Strains with the cag pathogenicity island (PAI), which encodes a type IV secretory system, are associated with increased risk of atrophic gastritis and intestinal type gastric cancer. The cag PAI translocates peptidoglycan products into gastric epithelial cells which, via cytosolic NOD1, activate NFkB and upregulate proinflammatory genes such as IL-8. The CagA protein is also translocated via the cag PAI into epithelial cells where it is phosphorylated by host cell tyrosine kinases and disrupts epithelial tight junctions.

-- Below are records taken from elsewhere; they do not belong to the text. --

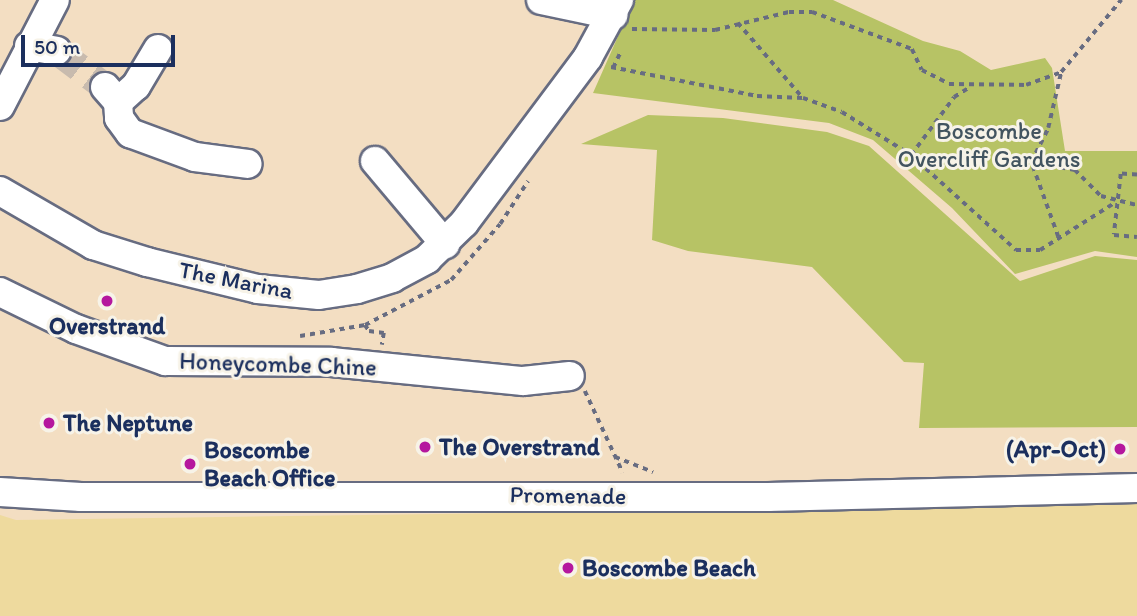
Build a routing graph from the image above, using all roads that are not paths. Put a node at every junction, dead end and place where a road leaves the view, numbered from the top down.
1 (55, 0) edge
2 (541, 0) edge
3 (614, 13) edge
4 (30, 46) junction
5 (158, 48) dead end
6 (57, 51) tunnel mouth
7 (0, 106) edge
8 (375, 161) dead end
9 (248, 164) dead end
10 (0, 191) edge
11 (445, 244) junction
12 (0, 292) edge
13 (570, 376) dead end
14 (1137, 488) edge
15 (0, 492) edge

1 - 4 street
2 - 3 street
3 - 11 street, The Marina
4 - 6 street
4 - 7 street
5 - 9 street
8 - 11 street
10 - 11 street, The Marina
12 - 13 street, Honeycombe Chine
14 - 15 street, Promenade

In addition H. pylori transactivates the epidermal growth factor receptor (EGFR) in epithelial cells. This is dependent on extracellular ADAM17 transmembrane metalloprotease cleavage of pro-heparin binding epidermal growth factor (proHB-EGF) and signalling by mature HB-EGF. Activation of this signalling pathway will promote gastric epithelial cell proliferation and decrease apoptosis. Experimental studies in a gerbil model indicate treatment with an EGFR inhibitor can modify H. pylori-induced gastric pathology and epithelial responses. The over expression of key elements of the EGFR signalling cascade such as HB-EGF and ADAM 17 membrane metalloproteases in patients with gastric cancer suggests the EGFR autocrine/paracrine signalling pathway induced by H. pylori is of pathophysiological relevance.
Recent studies indicate eradication of H. pylori significantly decreases the risk of developing gastric adenocarcinoma in infected individuals without pre-malignant lesions, providing strong evidence that this bacterium influences early stages in gastric carcinogenesis.